▶ _Your task_: Your task is to count the lines of the records that contain "roads". Answer with the number and nothing else.

(Collected data)
== Segment start ==

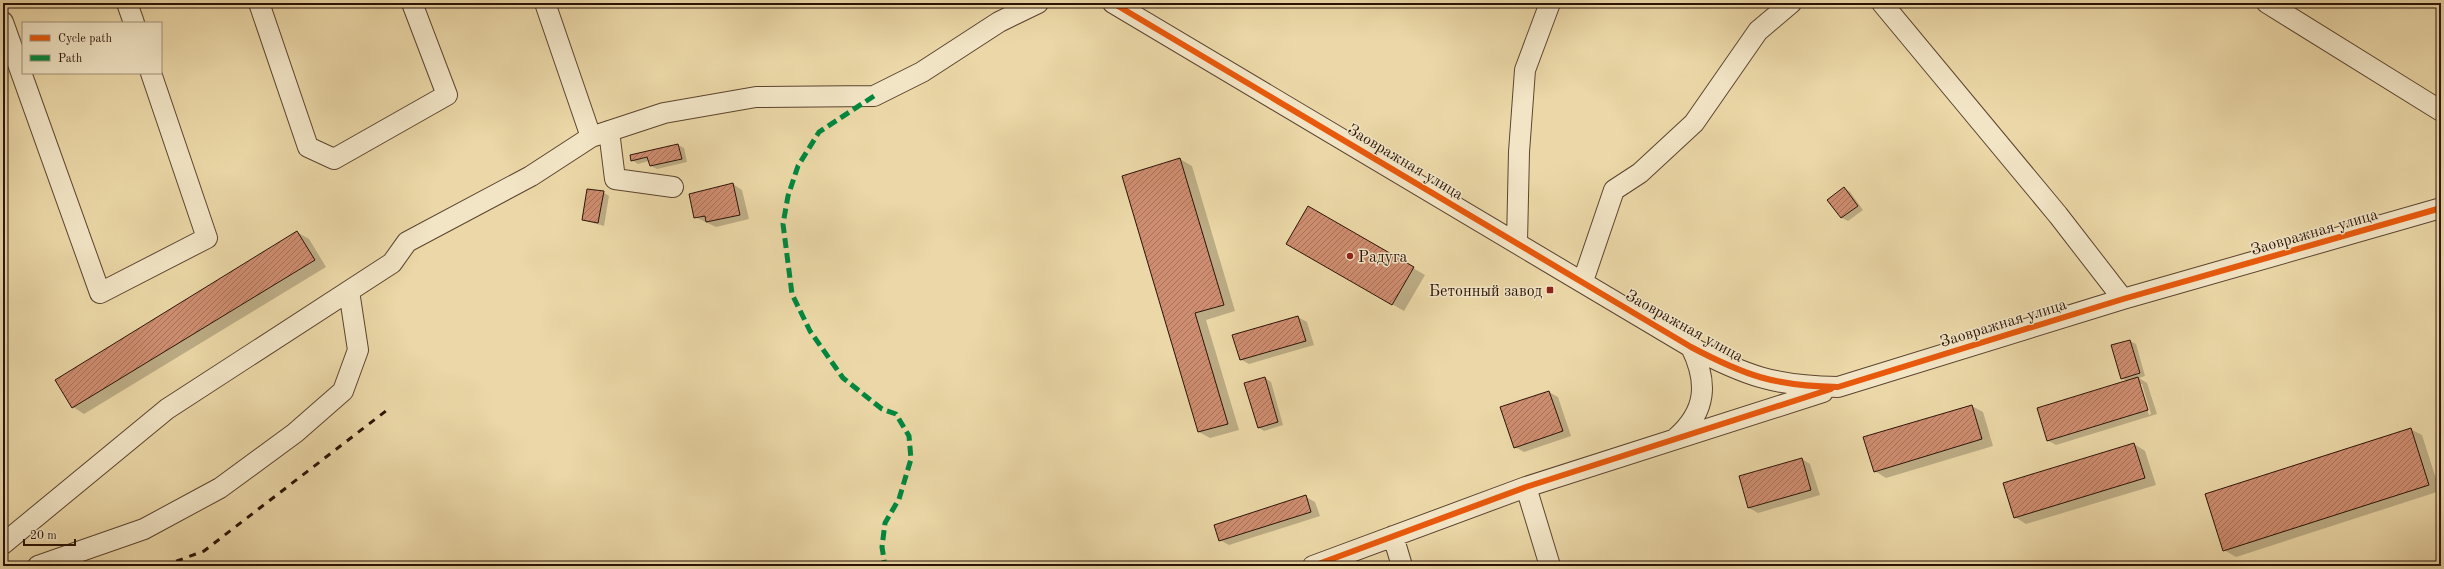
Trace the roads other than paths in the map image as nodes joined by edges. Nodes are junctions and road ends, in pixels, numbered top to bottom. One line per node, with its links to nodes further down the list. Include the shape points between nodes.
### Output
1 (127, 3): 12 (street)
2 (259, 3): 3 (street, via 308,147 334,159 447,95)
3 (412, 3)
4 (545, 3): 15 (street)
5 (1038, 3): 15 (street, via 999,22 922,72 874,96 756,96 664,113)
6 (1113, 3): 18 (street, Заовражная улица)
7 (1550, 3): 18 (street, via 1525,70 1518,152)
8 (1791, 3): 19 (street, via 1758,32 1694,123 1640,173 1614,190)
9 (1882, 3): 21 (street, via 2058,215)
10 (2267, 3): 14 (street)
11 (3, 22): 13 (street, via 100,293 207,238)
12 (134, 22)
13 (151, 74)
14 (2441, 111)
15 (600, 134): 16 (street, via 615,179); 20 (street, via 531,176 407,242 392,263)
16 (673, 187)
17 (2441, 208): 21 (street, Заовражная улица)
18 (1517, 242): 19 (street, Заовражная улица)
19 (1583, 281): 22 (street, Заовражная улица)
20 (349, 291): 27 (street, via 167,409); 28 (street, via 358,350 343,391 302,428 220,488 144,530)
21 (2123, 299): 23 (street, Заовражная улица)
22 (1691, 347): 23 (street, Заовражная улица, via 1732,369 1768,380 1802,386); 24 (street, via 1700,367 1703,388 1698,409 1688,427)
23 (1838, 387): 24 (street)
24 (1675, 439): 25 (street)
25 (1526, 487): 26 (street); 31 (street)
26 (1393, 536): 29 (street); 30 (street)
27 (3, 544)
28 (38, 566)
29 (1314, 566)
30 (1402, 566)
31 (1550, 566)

== Segment end ==
== Segment start ==

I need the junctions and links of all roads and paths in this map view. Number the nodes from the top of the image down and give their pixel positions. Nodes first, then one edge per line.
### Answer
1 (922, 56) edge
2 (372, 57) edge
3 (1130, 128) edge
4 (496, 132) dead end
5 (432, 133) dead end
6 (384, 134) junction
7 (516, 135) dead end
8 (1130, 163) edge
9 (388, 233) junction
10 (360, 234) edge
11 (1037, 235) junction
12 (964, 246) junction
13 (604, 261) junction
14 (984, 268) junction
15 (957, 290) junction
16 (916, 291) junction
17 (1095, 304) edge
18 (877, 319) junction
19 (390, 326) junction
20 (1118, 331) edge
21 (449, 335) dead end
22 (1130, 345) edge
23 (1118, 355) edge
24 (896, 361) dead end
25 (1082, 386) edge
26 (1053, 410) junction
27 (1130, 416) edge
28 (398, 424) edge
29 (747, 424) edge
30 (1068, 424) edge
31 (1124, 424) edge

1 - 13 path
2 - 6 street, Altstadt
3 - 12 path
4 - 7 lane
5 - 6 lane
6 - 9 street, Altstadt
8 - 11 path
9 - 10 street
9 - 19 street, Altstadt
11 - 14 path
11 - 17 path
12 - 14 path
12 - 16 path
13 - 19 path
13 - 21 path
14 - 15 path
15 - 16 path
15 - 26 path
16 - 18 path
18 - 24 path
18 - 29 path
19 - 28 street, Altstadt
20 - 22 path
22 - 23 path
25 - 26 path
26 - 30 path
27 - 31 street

== Segment end ==

▶ _Response to this task_: 2